Wednesday, 8 July 2015

Try Calligraphy: All the Cool Kids are Doin' It

Difficulty - 3/5
Duration - 5/5 (As long as you like, really)

So, you're bored. Uni's over, all your friends are away home, you've caught up on Season 3 of Orange is the New Black on Netflix and so there's nothing left to watch. Why not try a hand at calligraphy? Hell, you probably already know how to read and write so half the battle's done for you.

If you can't, please get the person reading this to you to hurry up with teaching you to do it yourself.
A friend of mine introduced me to scribbling words in fancy ways back in the spring and was even kind enough to lend me his Pilot Parallel calligraphy pen and some ink to get myself started. I swear, aside from knitting I have yet to find another pastime that is more gloriously mind-cleansing than calligraphy. It is the most zen thing even; just turn your head off and write down the first thing that comes to you.

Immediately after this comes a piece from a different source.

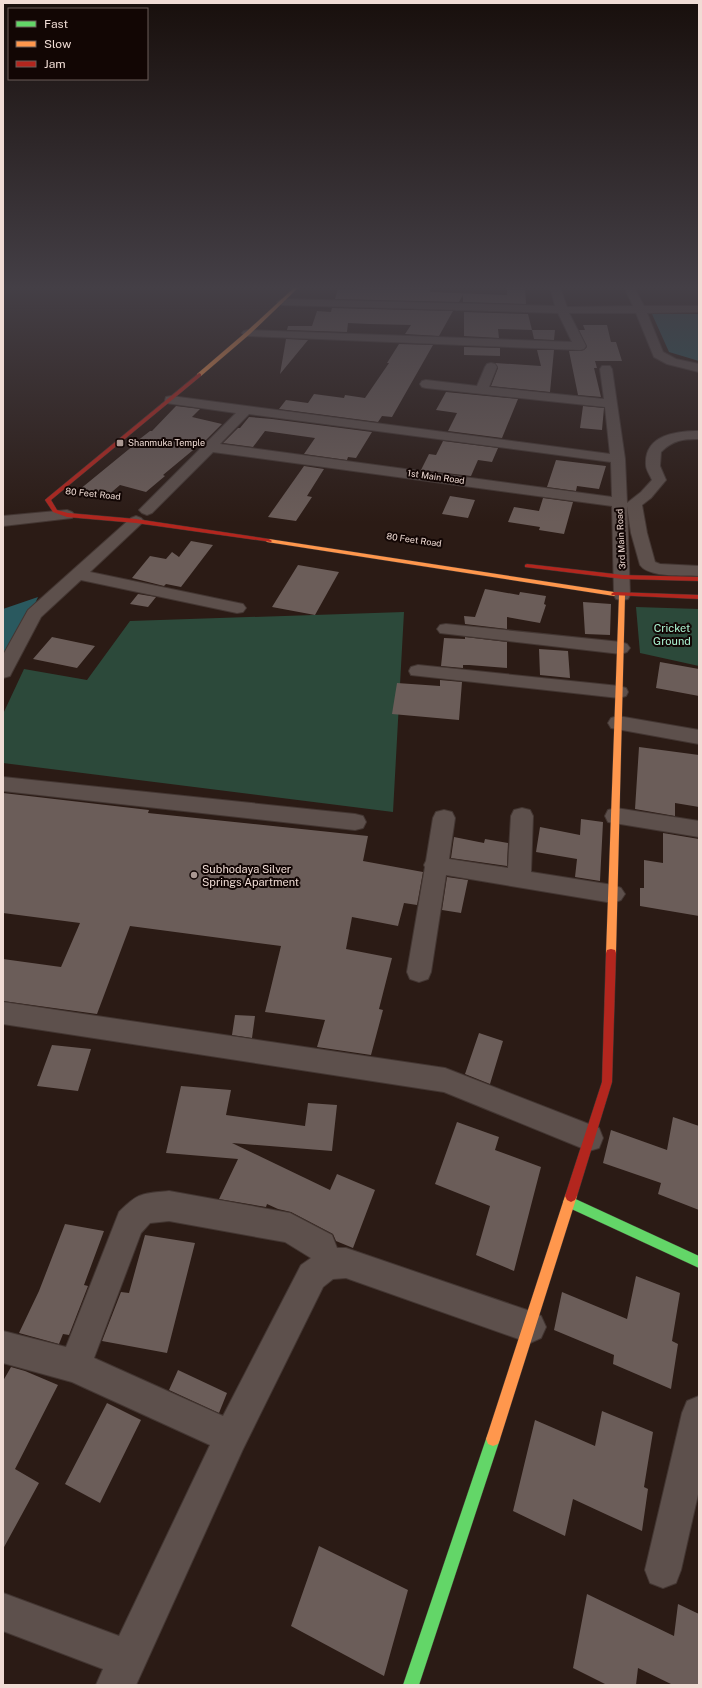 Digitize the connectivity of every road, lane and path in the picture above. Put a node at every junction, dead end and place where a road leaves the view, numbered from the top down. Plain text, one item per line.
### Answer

I had watched quite a bit of Black Books that day.
Now, the important thing is to get the basics down first. Start big and then work down to smaller sizes of text; you'll notice your mistakes better if the letters are larger. With that in mind, pick up a broad spring loaded pen like the aforementioned Pilot Parallel (this post is brought to you by Pilot) and practise on lined graph paper. Once you've chosen a script to work with and feel like you're getting the hang of it, you can pick up a cheap fountain pen with a couple of different widths of nib for doing smaller work.

Right. You've got some kit; now for the writing. Get yourself a book that goes through how to construct each letter in a script nice and thoroughly. I've been using The Art of Calligraphy and it's great; super concise, easy to understand, and totally not available as a PDF for free...ahem.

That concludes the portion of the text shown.